**TO DO**
Exactly how many lines below mention "image"? Answer with that number alone.

**DATA FOR PROCESSING**
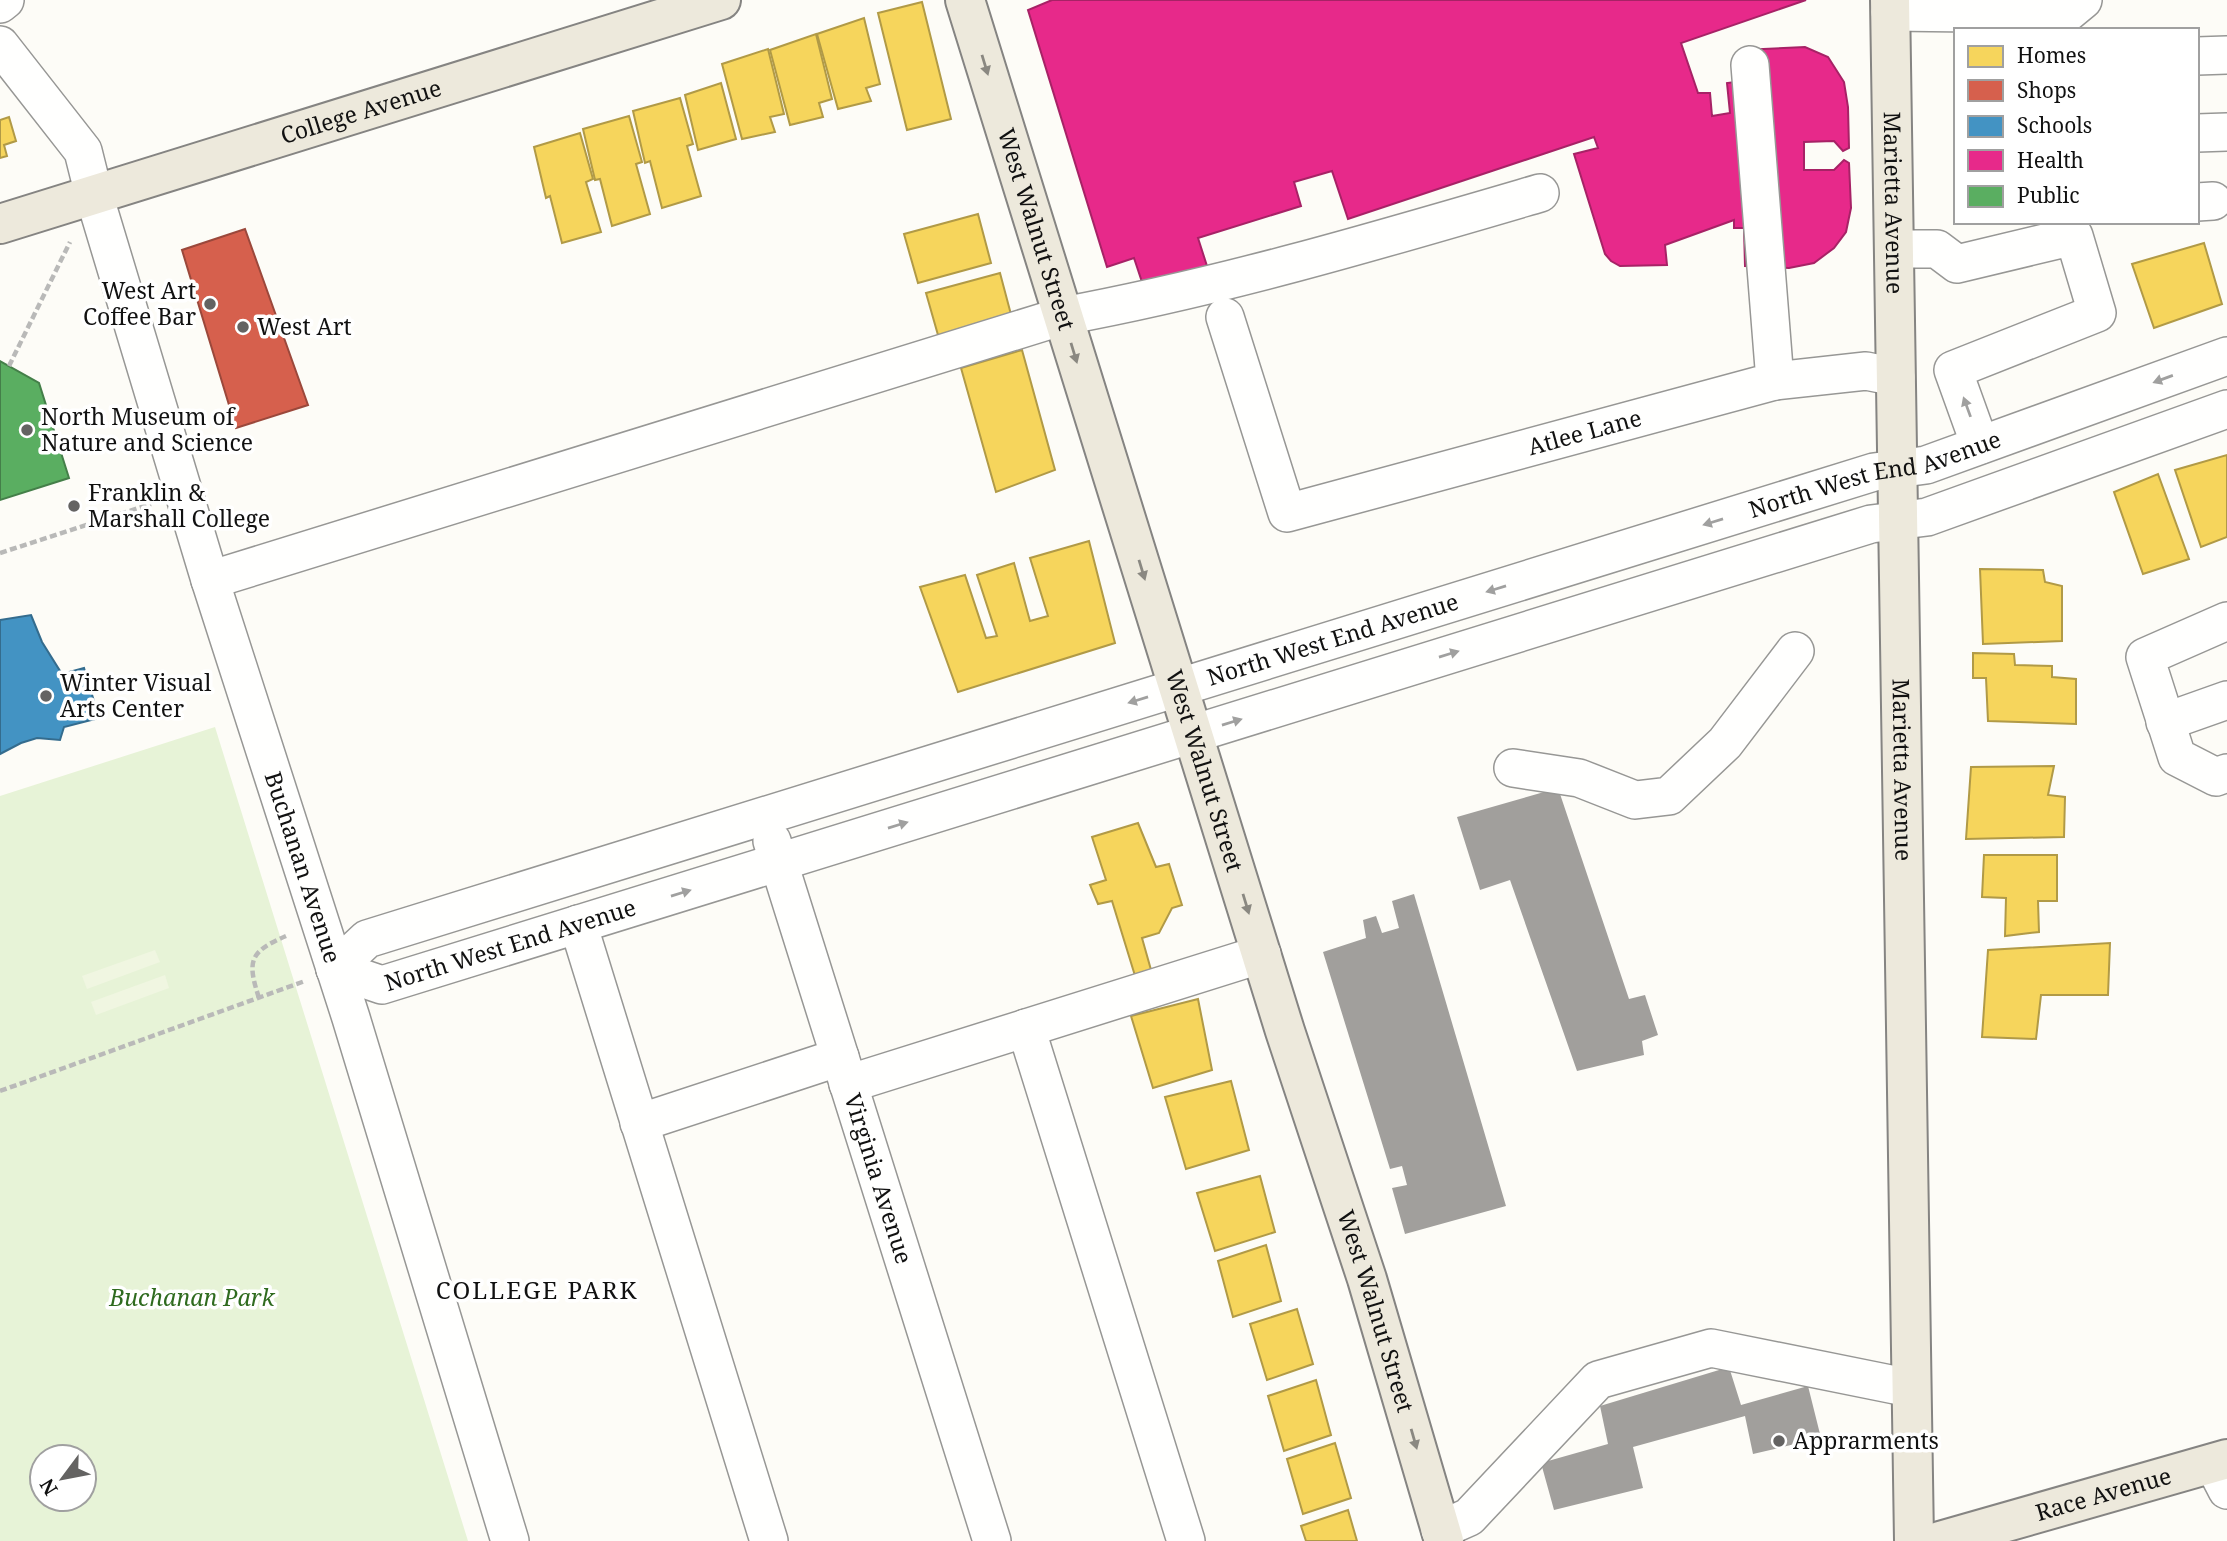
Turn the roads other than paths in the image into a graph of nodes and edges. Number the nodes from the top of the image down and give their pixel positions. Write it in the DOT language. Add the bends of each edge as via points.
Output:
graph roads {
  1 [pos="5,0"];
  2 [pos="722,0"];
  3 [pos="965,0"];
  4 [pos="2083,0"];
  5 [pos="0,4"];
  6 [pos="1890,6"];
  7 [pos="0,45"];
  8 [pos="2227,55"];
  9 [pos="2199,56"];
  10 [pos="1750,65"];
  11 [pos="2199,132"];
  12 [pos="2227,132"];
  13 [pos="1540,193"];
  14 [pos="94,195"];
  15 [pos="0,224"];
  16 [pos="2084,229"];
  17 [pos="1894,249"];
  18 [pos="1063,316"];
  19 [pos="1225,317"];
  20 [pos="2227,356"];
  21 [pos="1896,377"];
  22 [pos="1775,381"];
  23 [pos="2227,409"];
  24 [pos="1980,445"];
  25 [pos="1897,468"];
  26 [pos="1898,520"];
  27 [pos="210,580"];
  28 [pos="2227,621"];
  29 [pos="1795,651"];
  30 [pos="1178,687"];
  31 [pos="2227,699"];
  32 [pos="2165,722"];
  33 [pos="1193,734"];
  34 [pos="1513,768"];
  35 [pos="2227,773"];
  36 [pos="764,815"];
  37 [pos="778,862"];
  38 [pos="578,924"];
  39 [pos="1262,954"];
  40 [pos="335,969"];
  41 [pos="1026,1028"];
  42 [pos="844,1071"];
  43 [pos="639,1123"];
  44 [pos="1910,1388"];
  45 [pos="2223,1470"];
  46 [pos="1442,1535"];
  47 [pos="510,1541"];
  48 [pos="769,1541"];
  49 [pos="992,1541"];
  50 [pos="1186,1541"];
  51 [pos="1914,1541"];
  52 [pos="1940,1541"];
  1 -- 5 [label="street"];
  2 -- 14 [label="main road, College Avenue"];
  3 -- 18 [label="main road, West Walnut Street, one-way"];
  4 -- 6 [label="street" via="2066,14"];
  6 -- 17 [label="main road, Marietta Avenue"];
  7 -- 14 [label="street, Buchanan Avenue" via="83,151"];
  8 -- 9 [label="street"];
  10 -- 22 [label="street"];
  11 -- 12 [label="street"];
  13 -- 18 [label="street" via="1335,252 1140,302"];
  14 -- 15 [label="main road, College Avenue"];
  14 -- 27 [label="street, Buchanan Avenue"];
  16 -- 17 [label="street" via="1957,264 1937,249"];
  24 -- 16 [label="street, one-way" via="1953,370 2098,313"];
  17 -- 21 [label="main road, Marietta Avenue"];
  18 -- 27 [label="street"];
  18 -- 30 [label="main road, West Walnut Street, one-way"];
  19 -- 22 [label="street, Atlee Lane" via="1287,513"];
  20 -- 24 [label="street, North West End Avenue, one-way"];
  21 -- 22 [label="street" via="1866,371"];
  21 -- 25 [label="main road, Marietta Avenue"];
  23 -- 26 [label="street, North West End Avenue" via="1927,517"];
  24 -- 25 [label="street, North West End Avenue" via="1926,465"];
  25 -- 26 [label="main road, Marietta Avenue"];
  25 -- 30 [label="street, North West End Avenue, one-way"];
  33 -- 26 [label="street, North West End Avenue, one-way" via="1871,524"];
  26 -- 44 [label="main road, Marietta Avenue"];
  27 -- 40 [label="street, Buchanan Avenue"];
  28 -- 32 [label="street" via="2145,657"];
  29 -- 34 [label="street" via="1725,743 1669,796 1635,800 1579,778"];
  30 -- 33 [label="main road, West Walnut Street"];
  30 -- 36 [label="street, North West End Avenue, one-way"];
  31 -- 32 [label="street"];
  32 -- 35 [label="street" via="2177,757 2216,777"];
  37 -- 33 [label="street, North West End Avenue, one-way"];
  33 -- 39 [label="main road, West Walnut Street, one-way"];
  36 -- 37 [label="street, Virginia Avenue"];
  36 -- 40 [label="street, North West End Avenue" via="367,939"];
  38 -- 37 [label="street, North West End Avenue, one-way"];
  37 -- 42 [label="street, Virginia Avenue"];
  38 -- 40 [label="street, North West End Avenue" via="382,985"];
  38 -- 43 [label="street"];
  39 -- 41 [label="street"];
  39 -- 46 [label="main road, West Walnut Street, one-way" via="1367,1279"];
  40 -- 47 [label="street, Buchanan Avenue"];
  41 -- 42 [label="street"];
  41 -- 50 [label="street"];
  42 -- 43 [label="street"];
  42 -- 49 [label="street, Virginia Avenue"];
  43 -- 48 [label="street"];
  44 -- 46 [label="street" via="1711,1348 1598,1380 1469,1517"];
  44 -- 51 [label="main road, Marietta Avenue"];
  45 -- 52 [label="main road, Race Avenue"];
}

* * *

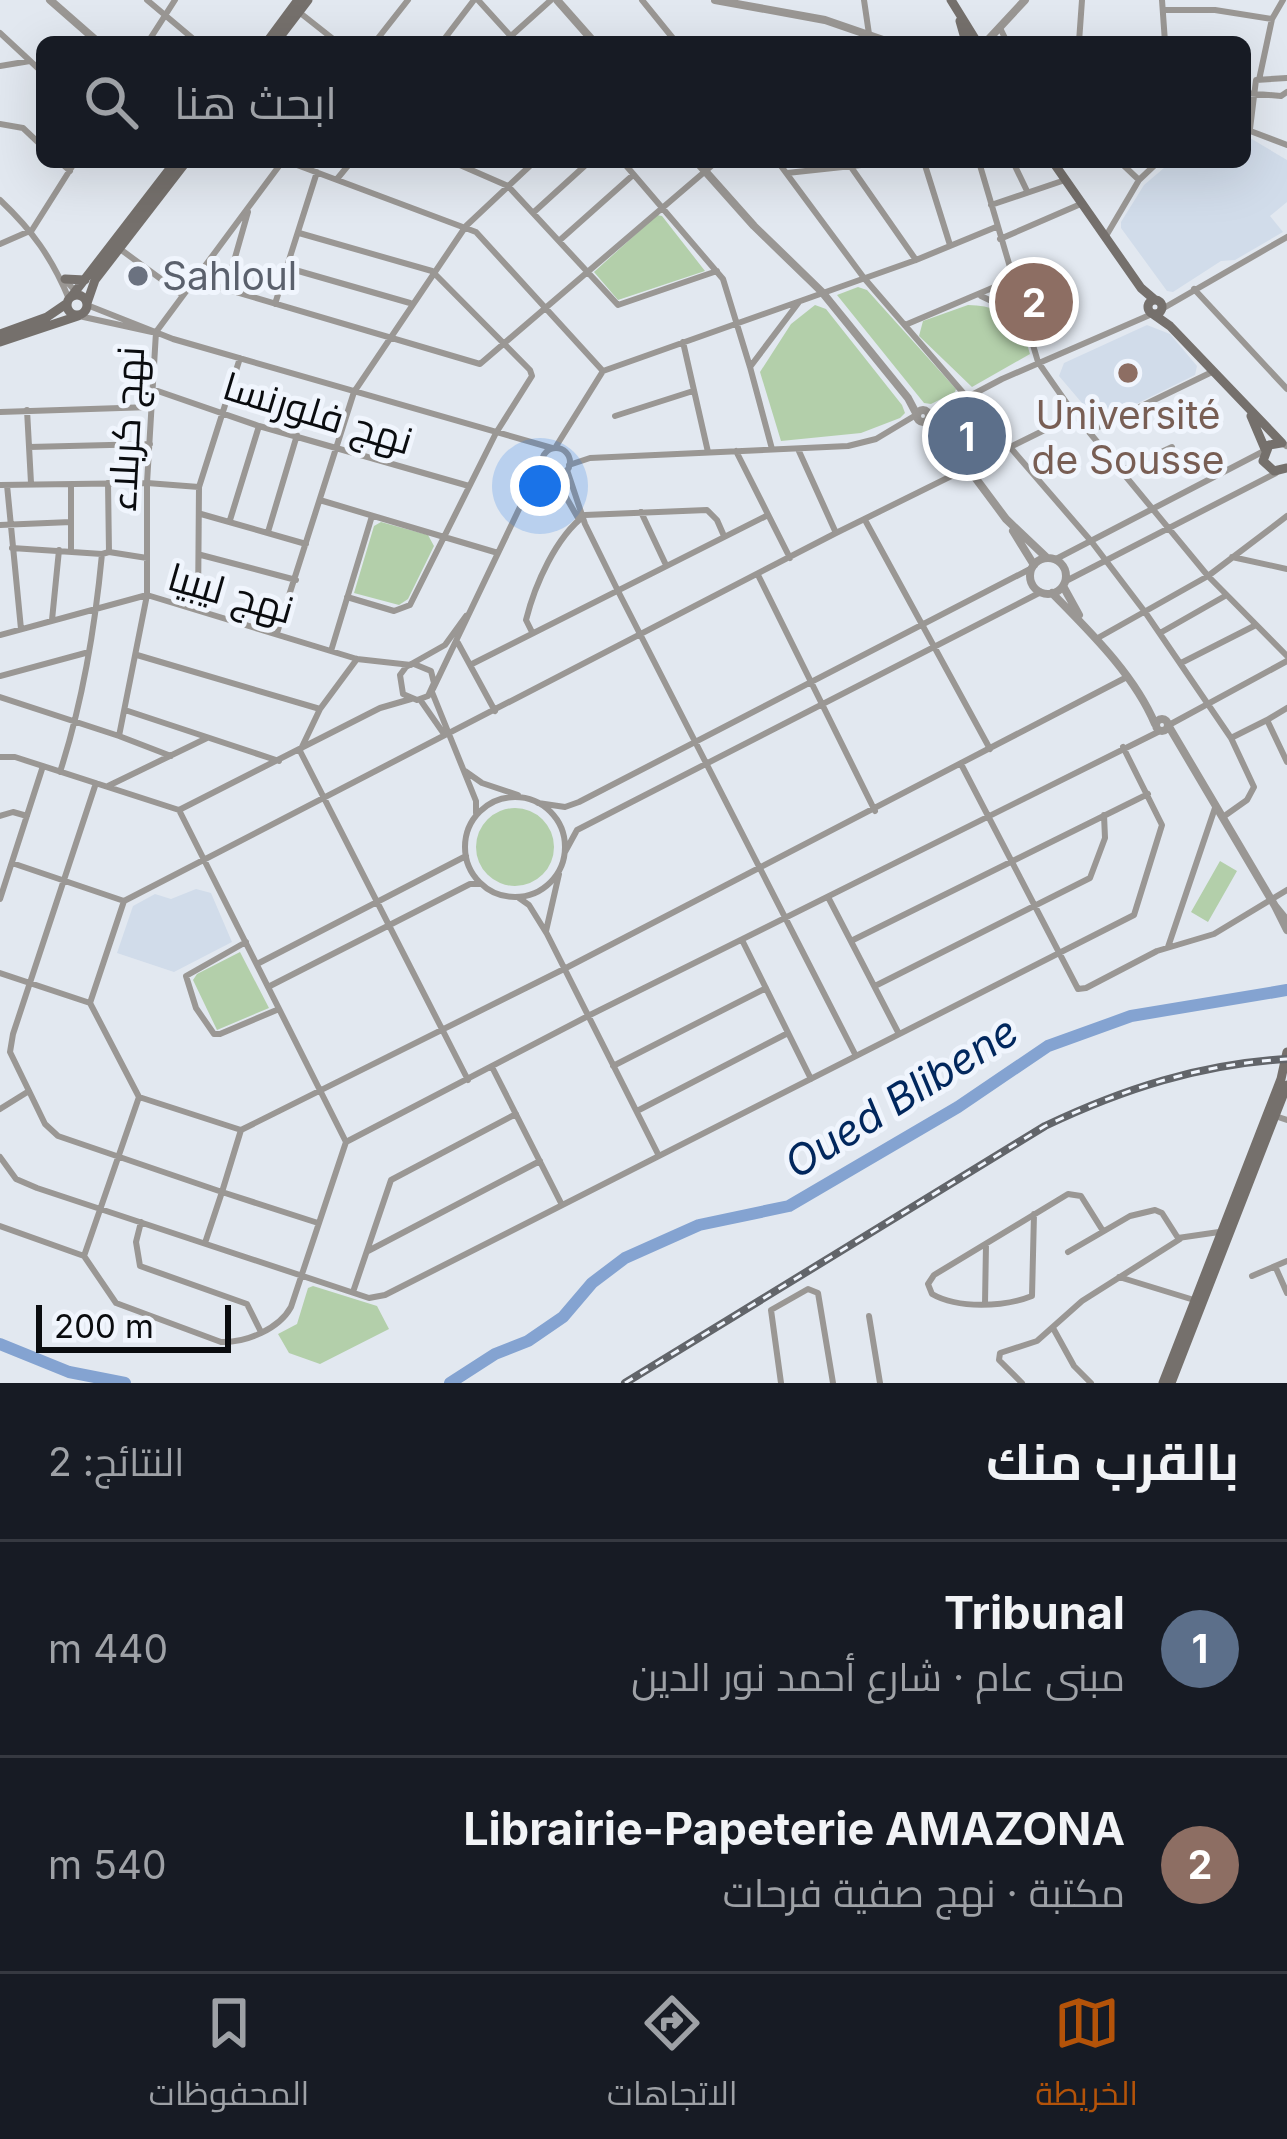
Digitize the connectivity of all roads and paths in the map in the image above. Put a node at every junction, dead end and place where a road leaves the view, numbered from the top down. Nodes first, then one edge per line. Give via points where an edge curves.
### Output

**COMPLETED TASK**
2